I think as a longer-term growth opportunity, it is very large for us. That's why we've been placing significant investments to develop products there. They're focused in two particular areas.
The first is for enterprise networking to enable an enterprise to have greatly increased and improved connectivity into the branch offices, both using its WAN and also using the Internet, and also to be able to do that at a lower price point.
Many enterprises today need 10X the capacity they've got into their branch office, maybe even more as enterprise employees need to access video, to access the web directly without having to go back through the WAN into the central data center.
And as they increasingly rely on the Internet, they need it to perform really well to do their jobs effectively. And enterprise networking is very expensive, and this is an area where I think we can really help. And our first offer there is Akamai Connect. Actually it's offered by Cisco.
And we are working on additional offers that we hope to bring to market next year to further improve the capability of enterprise networks to be faster, more reliable, more scalable, and more cost effective. The other area which we talked about a little bit before on the call is with enterprise security, and here there are two factors.
One is the enterprise is a huge target today, people trying to steal confidential information, spread viruses, do very bad things, and we've all read the headlines of the consequences of some of those bad things.
And the other aspect is that the enterprise is becoming more and more vulnerable because the employees are accessing the Internet more and more to do their jobs. And so as you access the Internet, you need to be able to secure the enterprise from attacks coming in through the Internet.
This is an area where we've got great expertise and have enjoyed a lot of success with the Internet side of this with our Kona Site Defender, our web app firewall, stopping DDoS attacks. And what we want to do is now bring that capability into the enterprise, to defend the enterprise employee and the enterprise infrastructure against attacks.
So whereas our existing products like Kona Site Defender defend an application from bad things happening, now we'd like to defend the enterprise and the enterprise employees from bad things happening. And so those are the two areas we're focusing on for our enterprise products in the future.
And I think the markets can be incredibly large there, and they can be very important for Akamai as we move later in the decade..
Thanks, that's very helpful.
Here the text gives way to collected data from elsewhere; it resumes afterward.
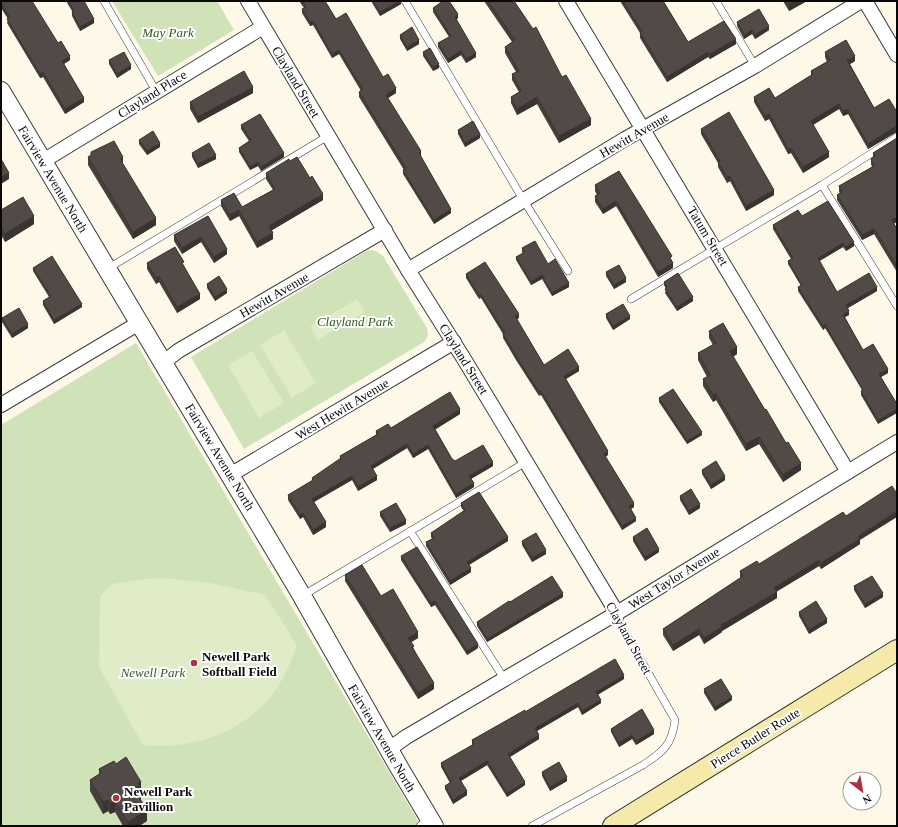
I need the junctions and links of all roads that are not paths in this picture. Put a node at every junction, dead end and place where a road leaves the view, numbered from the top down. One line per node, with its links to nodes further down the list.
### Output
1 (104, 1): 12 (lane)
2 (248, 1): 8 (street, Clayland Street)
3 (405, 1): 18 (lane)
4 (566, 1): 13 (street, Tatum Street)
5 (716, 1): 10 (lane)
6 (861, 1): 10 (street, Hewitt Avenue)
7 (865, 1): 9 (street)
8 (263, 27): 12 (street, Clayland Place); 14 (street, Clayland Street)
9 (897, 55)
10 (755, 66): 13 (street, Hewitt Avenue)
11 (1, 91): 16 (street, Fairview Avenue North)
12 (156, 91): 16 (street, Clayland Place)
13 (644, 130): 18 (street, Hewitt Avenue); 20 (street, Tatum Street)
14 (328, 136): 19 (street, Clayland Street); 21 (lane)
15 (897, 137): 17 (lane)
16 (43, 161): 21 (street, Fairview Avenue North)
17 (822, 185): 20 (lane); 25 (lane)
18 (524, 201): 22 (street, Hewitt Avenue); 23 (lane)
19 (385, 230): 22 (street, Clayland Street); 28 (street, Hewitt Avenue)
20 (715, 248): 24 (lane); 32 (street, Tatum Street)
21 (107, 270): 26 (street, Fairview Avenue North)
22 (408, 270): 27 (street, Clayland Street)
23 (568, 271)
24 (631, 299)
25 (897, 306)
26 (139, 323): 28 (street, Fairview Avenue North); 29 (street)
27 (454, 342): 31 (street, Clayland Street); 33 (street, West Hewitt Avenue)
28 (164, 362): 33 (street, Fairview Avenue North)
29 (1, 405)
30 (897, 442): 32 (street, West Taylor Avenue)
31 (526, 462): 34 (lane); 36 (street, Clayland Street)
32 (848, 472): 36 (street, West Taylor Avenue)
33 (230, 475): 35 (street, Fairview Avenue North)
34 (410, 531): 35 (lane); 38 (lane)
35 (302, 596): 39 (street, Fairview Avenue North)
36 (617, 613): 38 (street, West Taylor Avenue); 41 (lane, Clayland Street)
37 (897, 650): 42 (main road, Pierce Butler Route)
38 (505, 680): 39 (street, West Taylor Avenue)
39 (388, 750): 40 (street, Fairview Avenue North)
40 (428, 824)
41 (532, 826)
42 (613, 826)

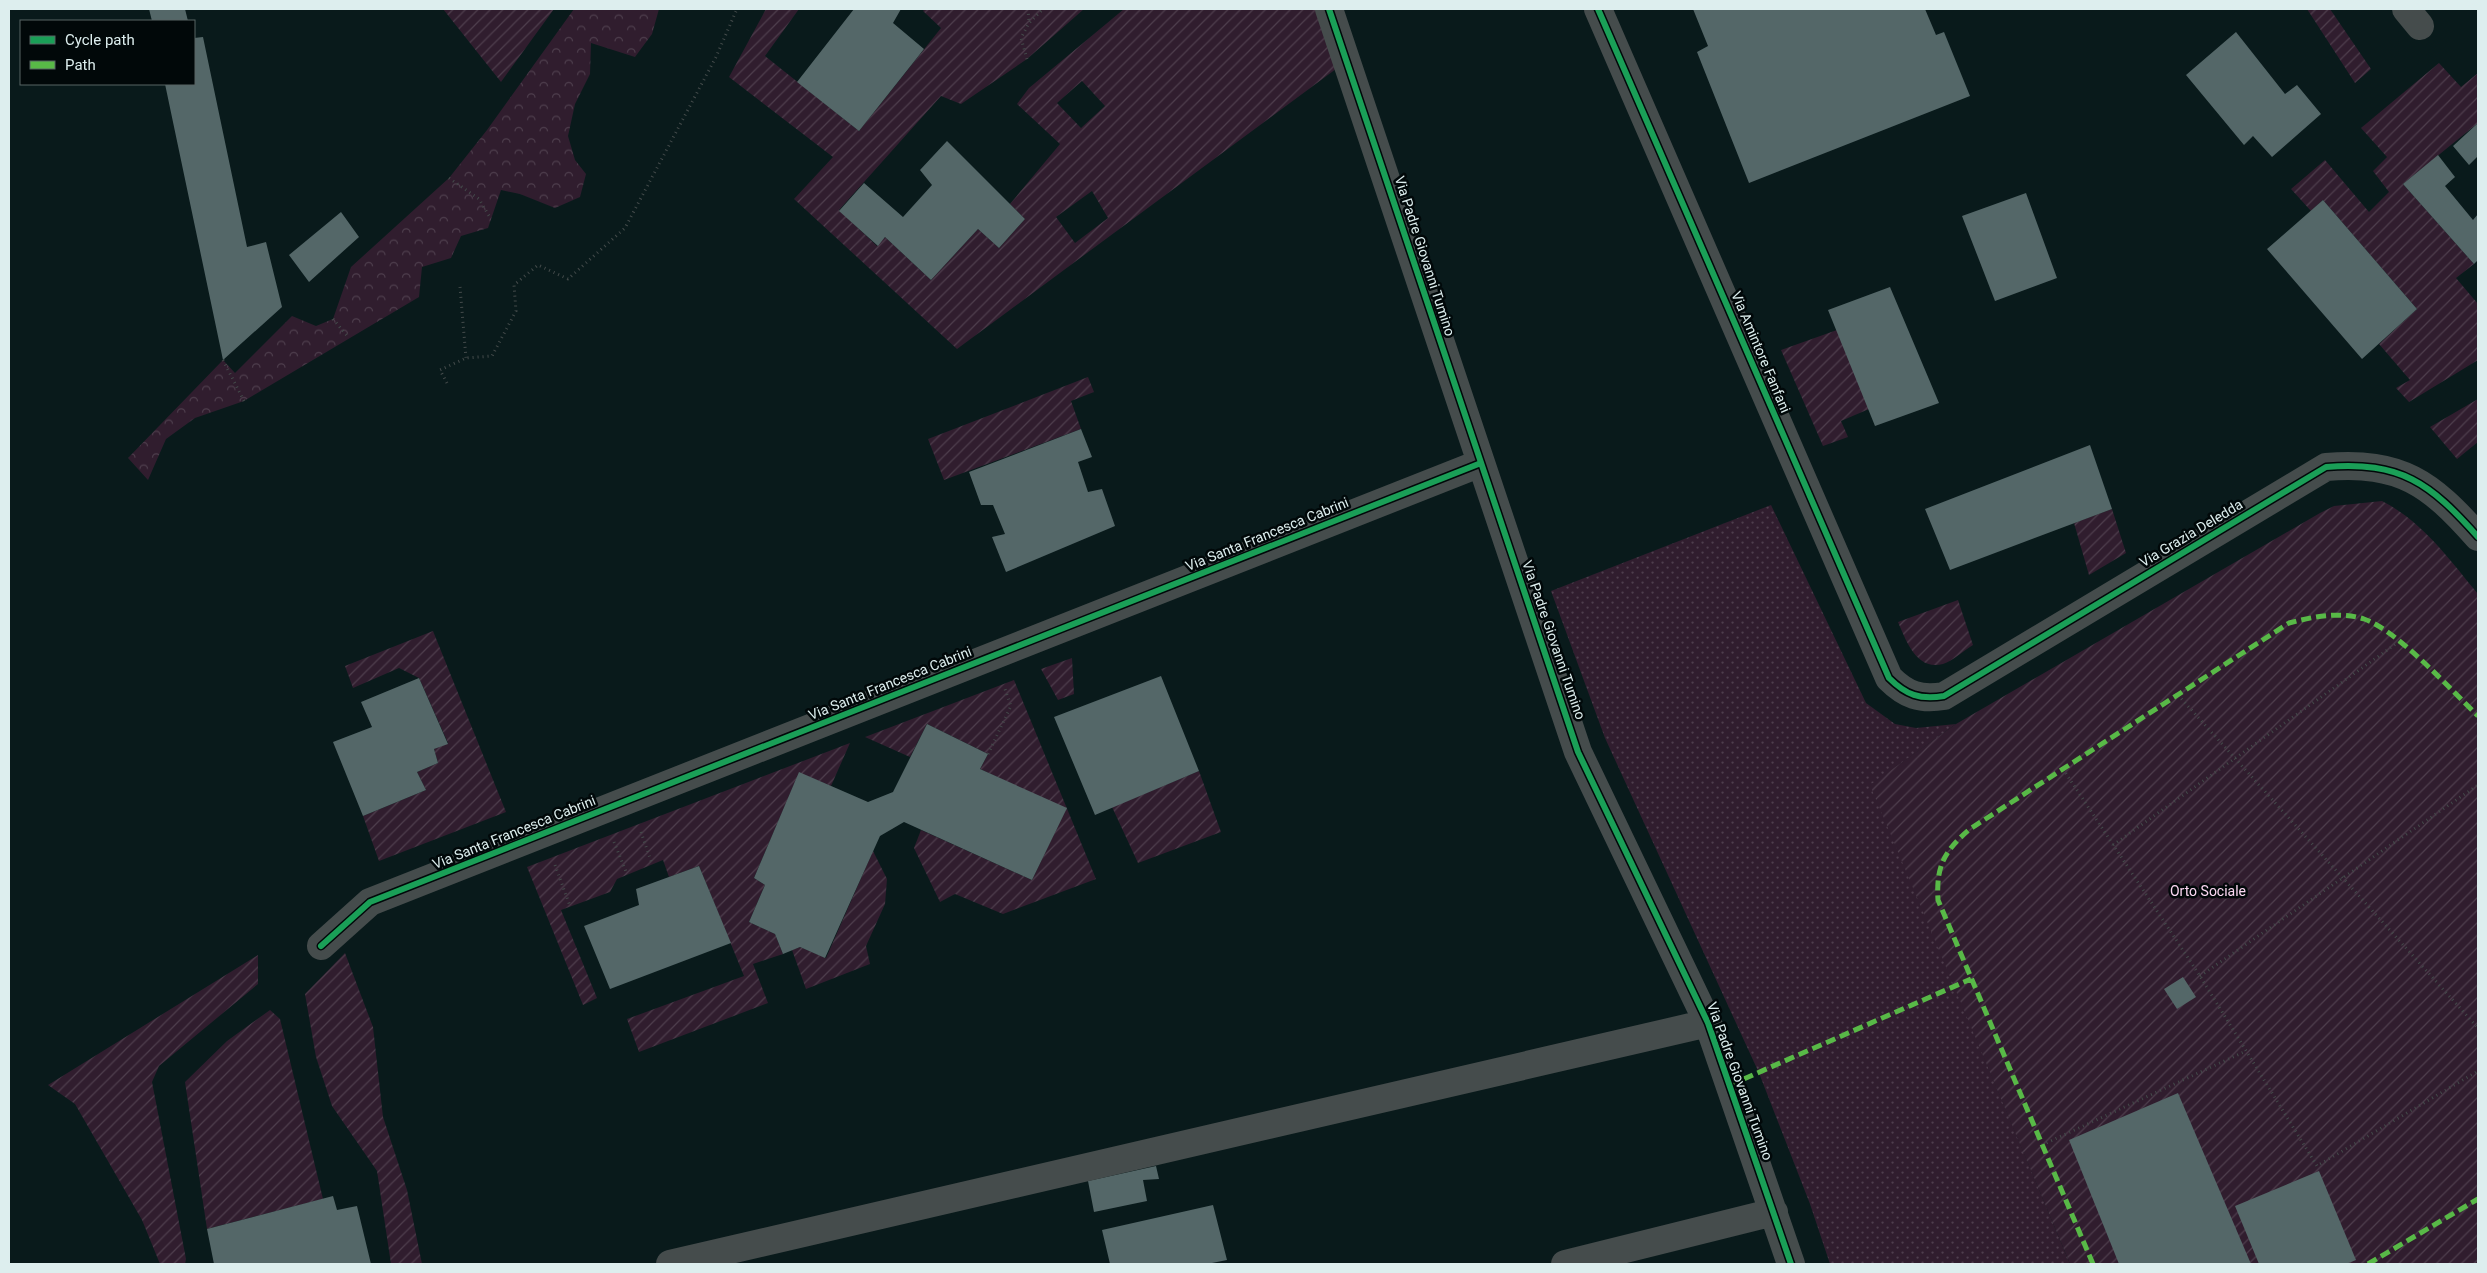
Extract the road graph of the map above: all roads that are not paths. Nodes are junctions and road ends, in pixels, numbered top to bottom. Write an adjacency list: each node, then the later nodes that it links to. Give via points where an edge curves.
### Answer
1 (1329, 9): 3 (street, Via Padre Giovanni Tumino)
2 (1598, 9): 5 (street, Via Amintore Fanfani, via 1889,678)
3 (1481, 463): 6 (street, Via Santa Francesca Cabrini, via 370,902); 7 (street, Via Padre Giovanni Tumino, via 1578,752)
4 (2478, 537): 5 (street, Via Grazia Deledda, via 2452,508 2421,484 2391,470 2356,464 2326,467 1944,696 1928,699)
5 (1912, 696)
6 (321, 946)
7 (1708, 1023): 8 (street, Via Padre Giovanni Tumino); 9 (street)
8 (1774, 1212): 10 (street); 11 (street, Via Padre Giovanni Tumino)
9 (670, 1264)
10 (1565, 1264)
11 (1791, 1264)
And then a quick second part of the question is on security. Give us a snapshot on the hiring plans. We did hear from our own channel checks, the company looking to staff up security overlay sales specialists who talk the security vernacular.
So how is it going in terms of security sales hires and investing behind demand on that? Thanks..
It's been going well. We do have an overlay force, and we also train our existing sales force in security. And our goal is that every rep, whether you're a specialist or not, should be able to sell security. We're not there at 100% yet, but we have had good traction with security sales.
And as you can see, being up 44% year over year off a number that included all of Prolexic was something that we were very happy with. And now going from near nothing a few years ago to over a $200 million trailing run rate, again, we're very happy with that.
And that's a reflection on the success that the sales force has had in learning how to sell security. It takes a lot of effort, and not everybody has done it, but as a company we've had real success there, and that's great to see..
Thanks, Tom. That's been very helpful..
And your next question comes from Heather Bellini from Goldman Sachs. Please go ahead..
Hi, thank you. I was wondering if we could talk a little bit about the growth in the indirect channel. I think you had – over a two-year period you signed up about nine partners, if we go back to the slide deck from your Analyst Day in February.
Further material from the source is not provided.